By Andrew R.
For the summers of my eighteen and nineteenth years I worked at a window factory in Manchester, NH. My life was organized neatly by a series of alarms and whistles.
6 a.m. alarm: shower, brush teeth, dress, put on steel-toed boots
6:15: get in car, turn on The Howard Stern Show, drive
6:45: set alarm on cell phone for 6:55, sleep in parking lot
6:55 alarm: walk to the factory, punch in, 8-7-7-1
7:00 whistle: work begins
10:45 whistle: 15 minute stretch break
12 p.m. whistle: lunch, clock out, 8-7-7-1
12:28: clock in, back to work
1:45 whistle: 15 minute stretch break
3:00 whistle: clock out, 8-7-7-1
I all but lived out of my car during those summer months, splitting my time between my then-girlfriend’s mom’s condo and my parents’ house. I kept a blue duffel bag in the back seat of my ’98 Dodge Status. On hot days, my deodorant and chapstick would melt all over my clothes, so I learned to pack them in my lunch bag with an ice pack.
I really hated working at the factory, but it was good money—something like $13 an hour—so it was worth it. Besides, my uncle Paul, who worked in the front office, got me the job and my father told me in no uncertain terms that I’d be taking it. Paul pulled some strings and got me hired as a full-time employee, which meant I got paid more and couldn’t be fired on a whim like the temps. I was lucky, my father said.
In the grand scheme of jobs at the factory, I had one of the best. I worked in Bow/Bay, which was housed in a separate building, away from the chaos of the rest of the factory. We needed the extra space because we assembled huge picture windows. They were made with up to eight separate panels and sometimes measured ten feet tall. Some of the windows were so big they took three people to carry, though it was a point of pride to try and lug them yourself.
In the morning, I’d collect the windows that we’d be assembling that day from the warehouse and load them on yellow carts. Then, as needed, I’d drill holes in each corner of the window’s plastic frame and attach trim around the edges before passing it on down the line.
I finished my work most days before the first stretch break and, like the rest of the guys in Bow/Bay, I got good at filling time. I’d sweep the entire building every day, which took about two hours. It was a fruitless task. By the next morning, a new layer of dust had settled back on the cement.
Dust was everywhere. The building was old and it sort of became a part of the architecture. We kicked it up with our equipment. It got in our mouth and in our ears; it somehow got in our pockets too.
It never seemed to bother the guys I worked with though. Some of them had been there for decades, supporting their kids and girlfriends on $13 dollars an hour (some made even less) with no benefits. I guess the dust was the least of their problems.
The guys intimidated me. From the moment I arrived on my first day, I didn’t quite fit in. I think it was my glasses. I had black plastic frames that screamed rich boy. And that’s how they saw me. I was a delicate high school graduate who was going off to college. They were lucky if they had their GED. I wore boot cut jeans from the Gap, they sported those loose-fitting pants with one too many pockets. I mostly kept to myself. They talked about pussy and beer. They farted and made dick jokes and called each other faggots.
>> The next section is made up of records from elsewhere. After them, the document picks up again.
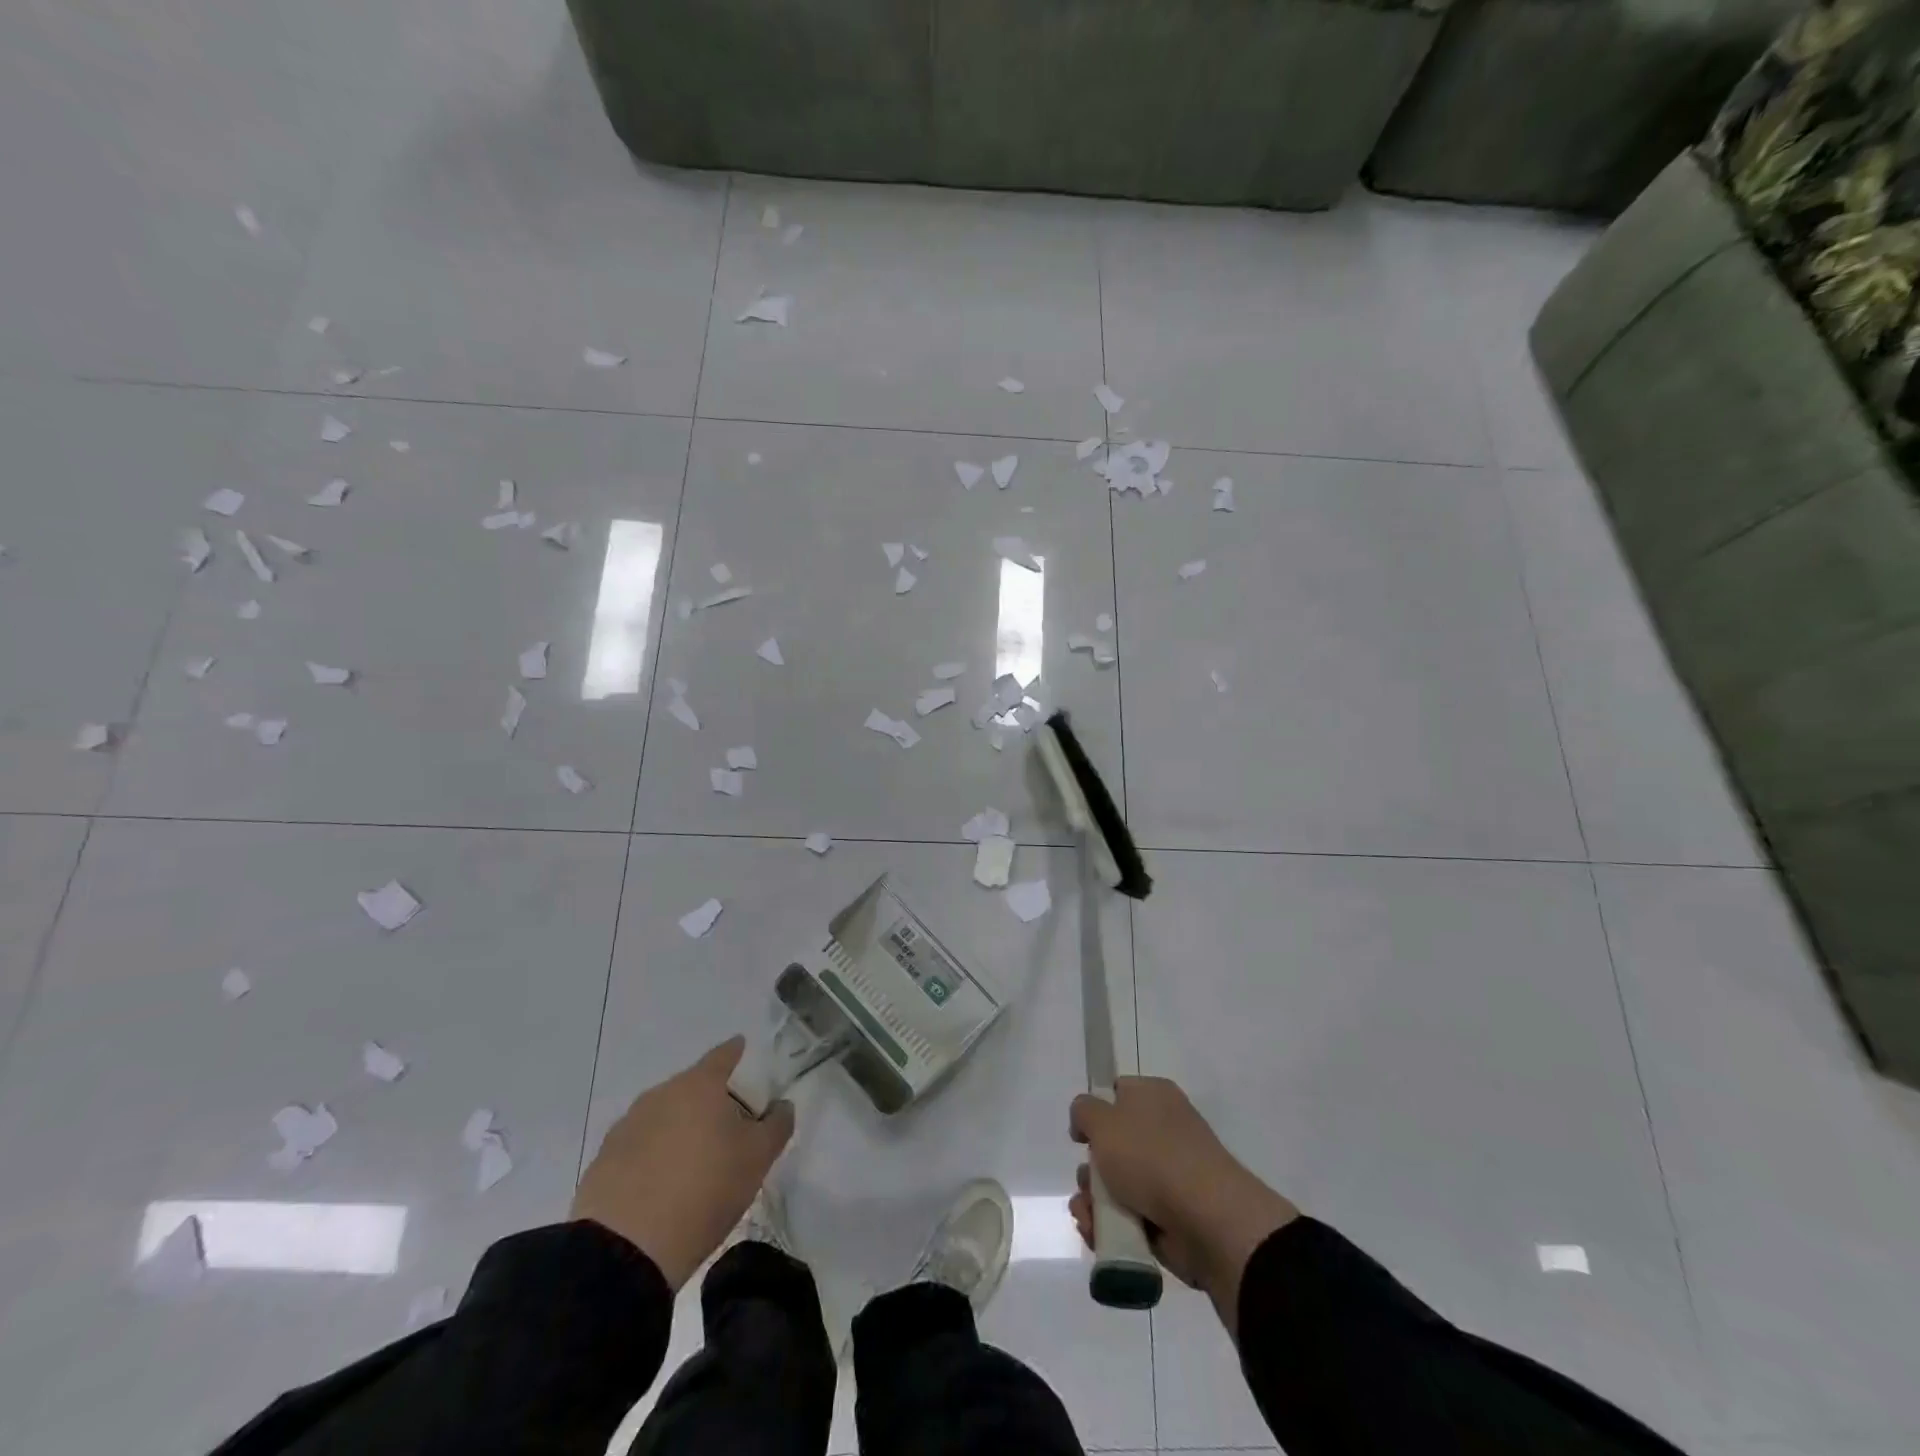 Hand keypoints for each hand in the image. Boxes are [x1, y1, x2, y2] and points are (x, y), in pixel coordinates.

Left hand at [572, 1037, 793, 1289]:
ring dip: (682, 1128)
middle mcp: (661, 1093)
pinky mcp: (604, 1159)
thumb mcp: (758, 1159)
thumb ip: (777, 1124)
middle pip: (694, 1086)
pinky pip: (640, 1145)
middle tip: (730, 1130)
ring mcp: (628, 1124)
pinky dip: (655, 1155)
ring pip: (666, 1115)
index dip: (740, 1056)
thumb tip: (781, 1105)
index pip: (725, 1054)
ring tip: (695, 1164)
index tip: (751, 1066)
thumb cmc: (704, 1190)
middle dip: (713, 1100)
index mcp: (700, 1084)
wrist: (623, 1251)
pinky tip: (663, 1186)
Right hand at [1070, 1077, 1296, 1328]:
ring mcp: (1170, 1175)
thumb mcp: (1103, 1119)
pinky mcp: (1172, 1216)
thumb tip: (1086, 1121)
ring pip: (1118, 1185)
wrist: (1207, 1220)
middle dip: (1091, 1170)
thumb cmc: (1151, 1156)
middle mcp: (1164, 1131)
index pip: (1118, 1093)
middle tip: (1087, 1184)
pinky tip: (1098, 1235)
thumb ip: (1084, 1111)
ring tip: (1089, 1219)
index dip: (1095, 1112)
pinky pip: (1131, 1217)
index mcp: (1154, 1096)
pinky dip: (1112, 1227)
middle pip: (1113, 1146)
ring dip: (1095, 1203)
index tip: (1080, 1135) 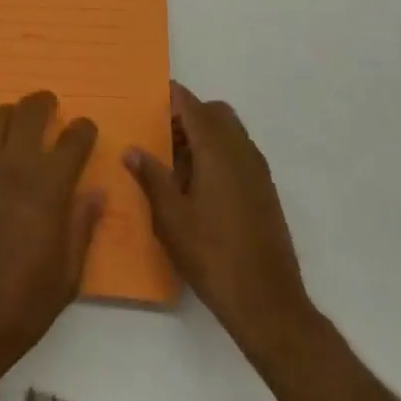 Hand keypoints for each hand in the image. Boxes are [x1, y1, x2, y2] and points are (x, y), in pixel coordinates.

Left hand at [0, 91, 103, 385]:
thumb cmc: (24, 303)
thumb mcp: (68, 275)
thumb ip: (82, 227)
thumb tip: (96, 194)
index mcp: (50, 187)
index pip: (73, 141)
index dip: (83, 130)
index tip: (86, 128)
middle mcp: (15, 166)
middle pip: (29, 113)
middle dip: (43, 103)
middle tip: (48, 105)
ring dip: (8, 114)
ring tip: (14, 120)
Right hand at [125, 82, 315, 347]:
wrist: (267, 302)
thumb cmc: (212, 254)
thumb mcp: (170, 217)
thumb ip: (151, 177)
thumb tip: (132, 150)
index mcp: (216, 149)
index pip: (192, 105)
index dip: (170, 98)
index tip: (147, 101)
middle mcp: (241, 151)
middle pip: (215, 113)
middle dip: (189, 115)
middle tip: (161, 137)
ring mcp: (258, 172)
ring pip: (230, 133)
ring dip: (205, 136)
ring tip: (176, 165)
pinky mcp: (265, 192)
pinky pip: (240, 155)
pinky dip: (219, 155)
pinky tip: (199, 188) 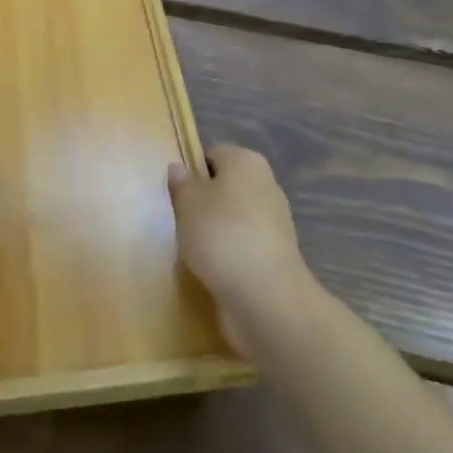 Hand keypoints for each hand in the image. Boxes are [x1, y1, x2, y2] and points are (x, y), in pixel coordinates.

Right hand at [168, 146, 309, 356]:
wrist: (266, 297)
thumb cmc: (221, 235)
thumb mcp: (188, 202)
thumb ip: (181, 183)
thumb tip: (179, 168)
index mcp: (246, 162)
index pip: (214, 155)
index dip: (192, 172)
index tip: (176, 195)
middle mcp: (265, 186)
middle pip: (226, 187)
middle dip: (204, 203)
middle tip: (181, 221)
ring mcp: (275, 223)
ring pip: (234, 218)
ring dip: (215, 231)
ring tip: (193, 249)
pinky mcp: (276, 256)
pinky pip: (243, 246)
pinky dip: (228, 254)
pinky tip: (212, 269) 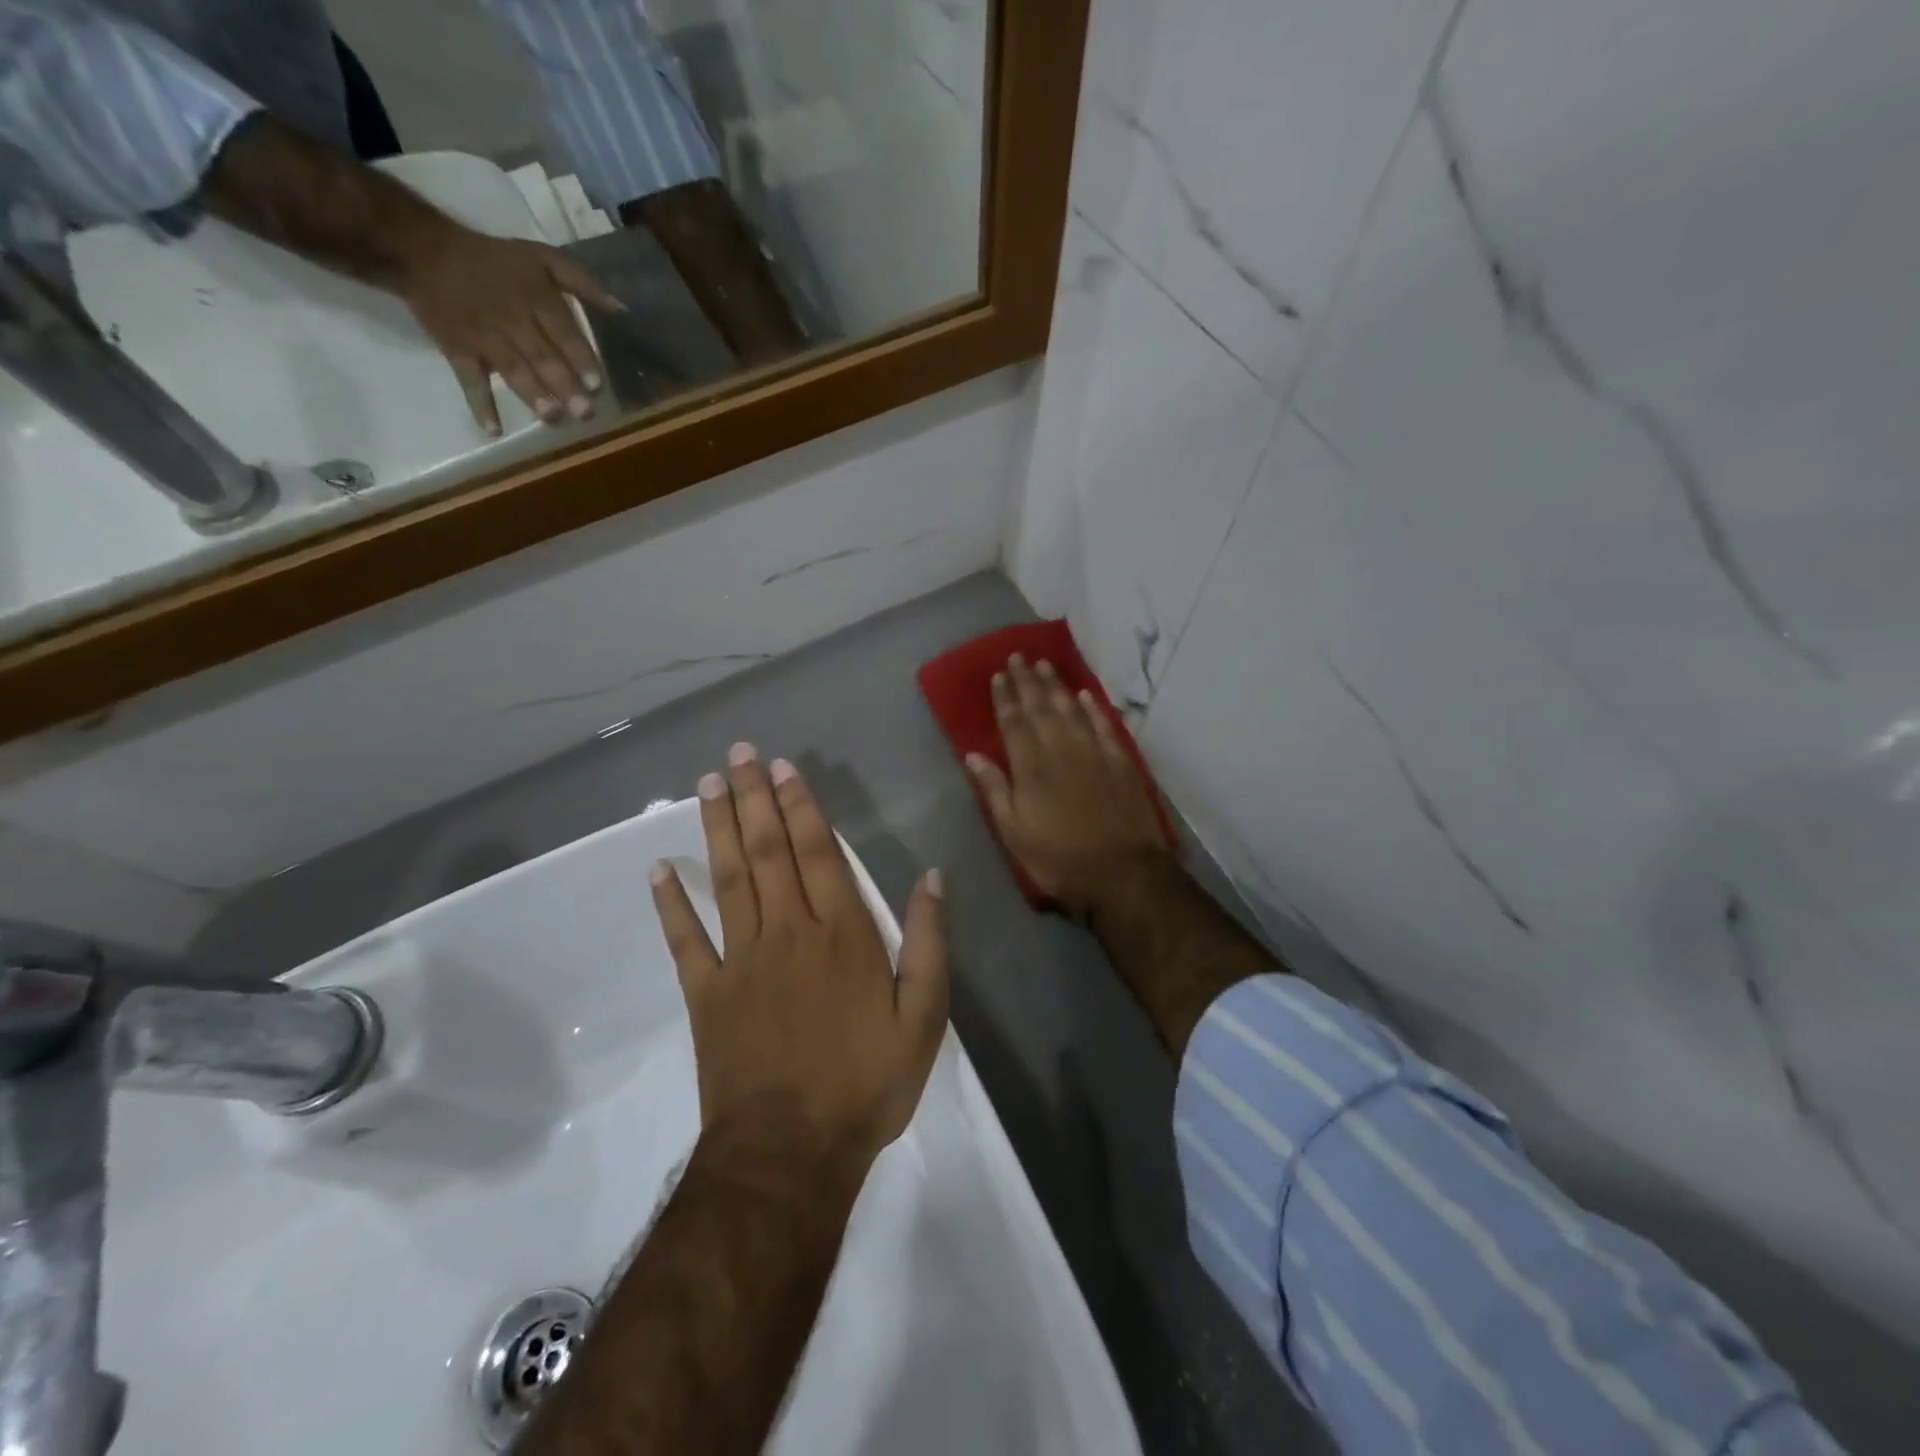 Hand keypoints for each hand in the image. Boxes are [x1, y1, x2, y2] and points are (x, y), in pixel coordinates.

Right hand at [395, 223, 625, 435]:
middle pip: (540, 355)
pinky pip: (469, 379)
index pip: (561, 330)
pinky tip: (493, 430)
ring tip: (552, 417)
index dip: (579, 357)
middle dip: (563, 384)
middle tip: (584, 412)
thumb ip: (583, 283)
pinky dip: (480, 404)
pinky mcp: (458, 350)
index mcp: (535, 298)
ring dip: (531, 394)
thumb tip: (622, 310)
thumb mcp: (542, 257)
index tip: (596, 384)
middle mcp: (511, 319)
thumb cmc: (495, 260)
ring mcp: (483, 337)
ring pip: (511, 368)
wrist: (421, 250)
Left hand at [650, 745, 949, 1171]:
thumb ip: (928, 942)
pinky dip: (670, 905)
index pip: (819, 853)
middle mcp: (788, 932)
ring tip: (708, 785)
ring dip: (717, 829)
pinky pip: (685, 941)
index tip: (785, 768)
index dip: (802, 806)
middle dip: (754, 798)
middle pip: (768, 852)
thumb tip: (932, 876)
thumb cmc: (865, 1083)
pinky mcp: (707, 995)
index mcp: (842, 935)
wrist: (791, 1154)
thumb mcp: (924, 1017)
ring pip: (728, 880)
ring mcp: (741, 961)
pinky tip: (657, 870)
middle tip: (739, 753)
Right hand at [966, 655, 1170, 917]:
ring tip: (1046, 665)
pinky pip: (1104, 725)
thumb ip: (995, 790)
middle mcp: (1061, 750)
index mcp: (1031, 768)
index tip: (998, 675)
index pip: (1014, 723)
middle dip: (1028, 681)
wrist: (1123, 873)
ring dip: (1057, 686)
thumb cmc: (1059, 859)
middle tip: (1019, 656)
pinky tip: (1085, 695)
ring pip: (1071, 710)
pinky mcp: (1120, 762)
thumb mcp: (1014, 833)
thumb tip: (973, 754)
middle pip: (1041, 708)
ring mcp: (1094, 753)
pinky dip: (1094, 708)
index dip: (1005, 698)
In a summer and a half of working at the factory, the most I said to the guys was “How was your weekend” or “I’m gonna need a couple guys to lift this thing.” It was fine with me and I think it was fine with them too. There was no animosity; it was more of a collective ambivalence.
I was carrying a double-hung window onto a cart on a particularly steamy day in mid-July when Matt, a stout dumpy guy with dirty fingernails, jumped out in front of me. Startled, I lurched forward and smashed my face onto the side of the window and, just like that, the arm of my glasses popped off.
I knelt down to pick it up, hoping it could be reattached, but it was hopeless. “That sucks,” Matt said, walking away. “Ya know what, fuck you,” I said. Matt turned, looked me in the eye , picked up my glasses and walked away.
For some reason, I didn’t stop him. I just let him go. I fumed quietly as I went about the rest of the day, feeling my way around the factory. I thought of what I wanted to say to him: “You’re a real piece of shit, you know that. I can’t wait to get the fuck out of here so I never see any of you again.”
I hurried out the door as soon as I heard the 3 p.m. whistle, got in my car and started to pull out of the parking lot when something on the hood caught my eye. It was my glasses; the arm had been super-glued on and there was a thin piece of wire wrapped around the outside.
I put them on and drove home. At work the next day I found Matt. “Thanks for trying to fix them,” I said. “No problem man,” he said quickly. Then he walked away, I went back to work, finished off my second summer, and never saw any of them again.